La violence est vieille comme le monde et comme le plus vieux métier au monde elle a pignon sur rue. C'est qu'elle a à voir avec nos passions qu'on peut ranger au nombre de deux: l'amour et la haine, recto et verso d'une même monnaie dont les hommes se payent depuis l'origine des temps.
Ce qui m'anime c'est ma vie autant que mes passions, c'est qu'elles ont partie liées entre elles; la violence serait ainsi aussi accrochée à moi que la vie et moi aussi accroché à la vie qu'à la violence, il y aurait en elle quelque chose de vitale quand elle peut conduire à la mort.
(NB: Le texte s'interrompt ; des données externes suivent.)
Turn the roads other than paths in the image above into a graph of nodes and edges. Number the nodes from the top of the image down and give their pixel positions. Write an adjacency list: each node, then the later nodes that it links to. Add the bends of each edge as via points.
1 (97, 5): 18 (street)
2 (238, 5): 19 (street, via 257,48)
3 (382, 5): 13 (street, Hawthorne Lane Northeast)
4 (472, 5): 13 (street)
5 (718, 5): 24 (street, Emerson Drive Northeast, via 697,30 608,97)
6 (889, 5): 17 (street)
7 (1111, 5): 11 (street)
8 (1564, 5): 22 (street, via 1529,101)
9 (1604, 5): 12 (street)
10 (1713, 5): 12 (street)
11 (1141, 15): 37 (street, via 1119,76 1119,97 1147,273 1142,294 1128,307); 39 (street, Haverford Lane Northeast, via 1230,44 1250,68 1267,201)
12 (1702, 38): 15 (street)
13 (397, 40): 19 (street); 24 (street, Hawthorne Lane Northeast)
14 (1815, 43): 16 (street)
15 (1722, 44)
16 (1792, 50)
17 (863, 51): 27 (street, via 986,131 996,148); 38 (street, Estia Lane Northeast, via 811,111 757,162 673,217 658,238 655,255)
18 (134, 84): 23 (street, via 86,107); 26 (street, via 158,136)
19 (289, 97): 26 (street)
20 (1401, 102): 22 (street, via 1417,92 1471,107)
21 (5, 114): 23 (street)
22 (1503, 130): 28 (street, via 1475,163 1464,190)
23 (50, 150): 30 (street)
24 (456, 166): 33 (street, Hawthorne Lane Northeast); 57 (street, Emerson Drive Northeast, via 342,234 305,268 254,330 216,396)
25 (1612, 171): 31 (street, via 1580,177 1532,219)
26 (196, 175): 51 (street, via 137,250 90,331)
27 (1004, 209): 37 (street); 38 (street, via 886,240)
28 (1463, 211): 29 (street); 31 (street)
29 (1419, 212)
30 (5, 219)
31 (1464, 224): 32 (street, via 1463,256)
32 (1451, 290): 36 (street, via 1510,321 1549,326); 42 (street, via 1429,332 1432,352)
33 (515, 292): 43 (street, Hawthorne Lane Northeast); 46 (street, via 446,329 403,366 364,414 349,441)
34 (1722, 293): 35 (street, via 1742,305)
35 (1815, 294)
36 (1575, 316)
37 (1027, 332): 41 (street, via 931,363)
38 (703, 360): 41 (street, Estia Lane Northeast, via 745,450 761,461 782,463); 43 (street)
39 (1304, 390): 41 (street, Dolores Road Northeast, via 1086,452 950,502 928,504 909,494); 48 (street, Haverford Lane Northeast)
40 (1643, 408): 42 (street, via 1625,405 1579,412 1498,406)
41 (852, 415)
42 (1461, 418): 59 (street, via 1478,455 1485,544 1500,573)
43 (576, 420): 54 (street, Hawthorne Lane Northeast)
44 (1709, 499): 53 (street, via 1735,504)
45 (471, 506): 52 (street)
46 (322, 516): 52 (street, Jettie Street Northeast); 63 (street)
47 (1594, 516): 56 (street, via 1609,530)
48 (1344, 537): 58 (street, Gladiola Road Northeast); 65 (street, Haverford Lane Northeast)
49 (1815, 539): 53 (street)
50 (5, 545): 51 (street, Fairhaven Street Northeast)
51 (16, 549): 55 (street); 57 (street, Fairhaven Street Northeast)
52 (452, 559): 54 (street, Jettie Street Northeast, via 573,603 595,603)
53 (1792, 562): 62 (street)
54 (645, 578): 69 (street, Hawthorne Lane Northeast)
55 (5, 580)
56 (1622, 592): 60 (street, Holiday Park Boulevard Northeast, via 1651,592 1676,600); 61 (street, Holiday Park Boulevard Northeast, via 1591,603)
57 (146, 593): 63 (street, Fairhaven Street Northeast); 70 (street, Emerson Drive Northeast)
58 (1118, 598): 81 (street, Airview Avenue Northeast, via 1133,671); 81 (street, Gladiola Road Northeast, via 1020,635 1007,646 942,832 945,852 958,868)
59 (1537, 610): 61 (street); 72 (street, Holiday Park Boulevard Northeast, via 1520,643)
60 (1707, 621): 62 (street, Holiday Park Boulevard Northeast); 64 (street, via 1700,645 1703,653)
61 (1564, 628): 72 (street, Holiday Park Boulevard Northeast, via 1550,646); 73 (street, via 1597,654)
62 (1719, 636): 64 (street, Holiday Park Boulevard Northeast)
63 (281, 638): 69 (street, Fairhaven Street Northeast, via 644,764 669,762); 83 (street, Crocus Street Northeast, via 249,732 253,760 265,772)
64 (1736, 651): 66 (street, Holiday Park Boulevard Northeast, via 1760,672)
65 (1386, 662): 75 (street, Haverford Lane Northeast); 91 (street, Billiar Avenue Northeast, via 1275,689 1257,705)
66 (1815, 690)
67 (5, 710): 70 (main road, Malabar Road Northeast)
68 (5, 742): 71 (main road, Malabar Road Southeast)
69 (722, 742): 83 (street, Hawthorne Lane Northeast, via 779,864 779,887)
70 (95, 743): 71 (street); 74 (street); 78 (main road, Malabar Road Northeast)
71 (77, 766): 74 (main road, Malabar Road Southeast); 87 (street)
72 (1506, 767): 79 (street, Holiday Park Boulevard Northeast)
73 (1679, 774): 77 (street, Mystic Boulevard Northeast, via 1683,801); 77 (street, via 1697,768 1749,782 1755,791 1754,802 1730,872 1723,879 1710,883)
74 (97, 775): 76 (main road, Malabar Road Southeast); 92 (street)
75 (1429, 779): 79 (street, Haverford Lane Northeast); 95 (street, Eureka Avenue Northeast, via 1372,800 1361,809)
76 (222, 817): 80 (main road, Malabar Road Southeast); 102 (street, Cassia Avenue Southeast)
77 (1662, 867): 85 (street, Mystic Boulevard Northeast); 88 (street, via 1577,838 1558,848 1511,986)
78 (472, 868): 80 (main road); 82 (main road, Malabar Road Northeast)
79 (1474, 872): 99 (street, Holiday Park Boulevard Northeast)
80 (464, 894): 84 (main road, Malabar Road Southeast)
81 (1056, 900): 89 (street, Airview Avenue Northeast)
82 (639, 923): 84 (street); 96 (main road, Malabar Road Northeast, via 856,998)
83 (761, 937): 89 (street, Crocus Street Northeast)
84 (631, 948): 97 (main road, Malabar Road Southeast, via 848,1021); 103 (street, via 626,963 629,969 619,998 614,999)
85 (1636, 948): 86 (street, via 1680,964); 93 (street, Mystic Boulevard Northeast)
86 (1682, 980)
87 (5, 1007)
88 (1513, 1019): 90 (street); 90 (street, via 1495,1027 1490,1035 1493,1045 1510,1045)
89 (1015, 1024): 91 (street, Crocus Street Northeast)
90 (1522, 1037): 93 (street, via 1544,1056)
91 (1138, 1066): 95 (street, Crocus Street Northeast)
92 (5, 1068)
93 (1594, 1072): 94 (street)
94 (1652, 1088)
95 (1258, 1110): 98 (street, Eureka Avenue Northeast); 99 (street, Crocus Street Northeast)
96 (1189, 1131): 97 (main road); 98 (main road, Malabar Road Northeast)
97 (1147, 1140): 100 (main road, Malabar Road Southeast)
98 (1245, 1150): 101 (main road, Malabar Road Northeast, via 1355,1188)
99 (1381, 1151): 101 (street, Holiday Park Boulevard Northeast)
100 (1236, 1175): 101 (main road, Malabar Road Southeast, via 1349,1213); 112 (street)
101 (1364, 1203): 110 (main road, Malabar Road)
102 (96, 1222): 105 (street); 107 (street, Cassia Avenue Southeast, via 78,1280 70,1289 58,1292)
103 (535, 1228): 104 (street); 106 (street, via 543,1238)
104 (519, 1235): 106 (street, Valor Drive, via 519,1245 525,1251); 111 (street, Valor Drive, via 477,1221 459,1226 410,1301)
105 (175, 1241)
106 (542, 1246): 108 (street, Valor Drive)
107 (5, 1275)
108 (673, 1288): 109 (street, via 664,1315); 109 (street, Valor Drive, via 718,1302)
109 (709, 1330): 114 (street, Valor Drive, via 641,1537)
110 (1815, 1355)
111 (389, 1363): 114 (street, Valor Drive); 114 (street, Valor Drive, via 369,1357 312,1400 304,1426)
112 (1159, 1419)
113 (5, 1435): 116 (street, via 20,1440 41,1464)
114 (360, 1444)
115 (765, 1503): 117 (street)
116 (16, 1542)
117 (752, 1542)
C'est tout le paradoxe, cette contradiction qu'on ne peut souffrir et dont on souffre: m'extirper toute violence serait impossible sans m'extirper la vie. La violence comme une manifestation de vie, certes mais primitive.
Faut pas croire non plus qu'on en aurait fini avec l'homme primitif qui aurait cédé définitivement la place à l'homme civilisé, ce qui voudrait dire qu'on en aurait fini avec la violence.
C'est à lui, l'homme primitif, qu'on veut faire barrière à chaque fois qu'on veut faire barrière à la violence. Et c'est la loi, et c'est l'éducation, qu'on lui oppose. Et quand les deux viennent à faire défaut la violence ressurgit.
Mais si je suis trop tenu par la loi. Mais si je suis trop tenu par l'éducation. Je ne vis pas. Je serais esclave de la loi comme de l'éducation parce que soumis à elles. Mais est-il libre celui qui est esclave de ses passions? L'homme primitif plus que l'homme civilisé?
Tantôt je suis l'un, tantôt je suis l'autre, parce que je ne suis pas que la vie, je suis aussi l'être, on les confond trop à ces deux inséparables mais en tant qu'être et à chaque fois que je me sépare de cette violence en moi est-ce que je ne me sépare pas de cette vie en moi.
La marque du civilisé serait de s'éloigner de la vie pour tendre chaque fois plus à l'être, à l'être qui ne peut cependant être en dehors de la vie. Il faudrait donc faire avec cette violence? Oui, mais en la soumettant plus qu'en s'y soumettant.
On ne s'en sortirait pas pour autant de la violence car rappelons le ce serait sortir de la vie or l'être ne peut être qu'étant en vie; on ne s'en sortirait pas pour autant que l'on ne se fasse violence pour ne pas être cet être violent et pour que le civilisé prenne le pas sur le primitif.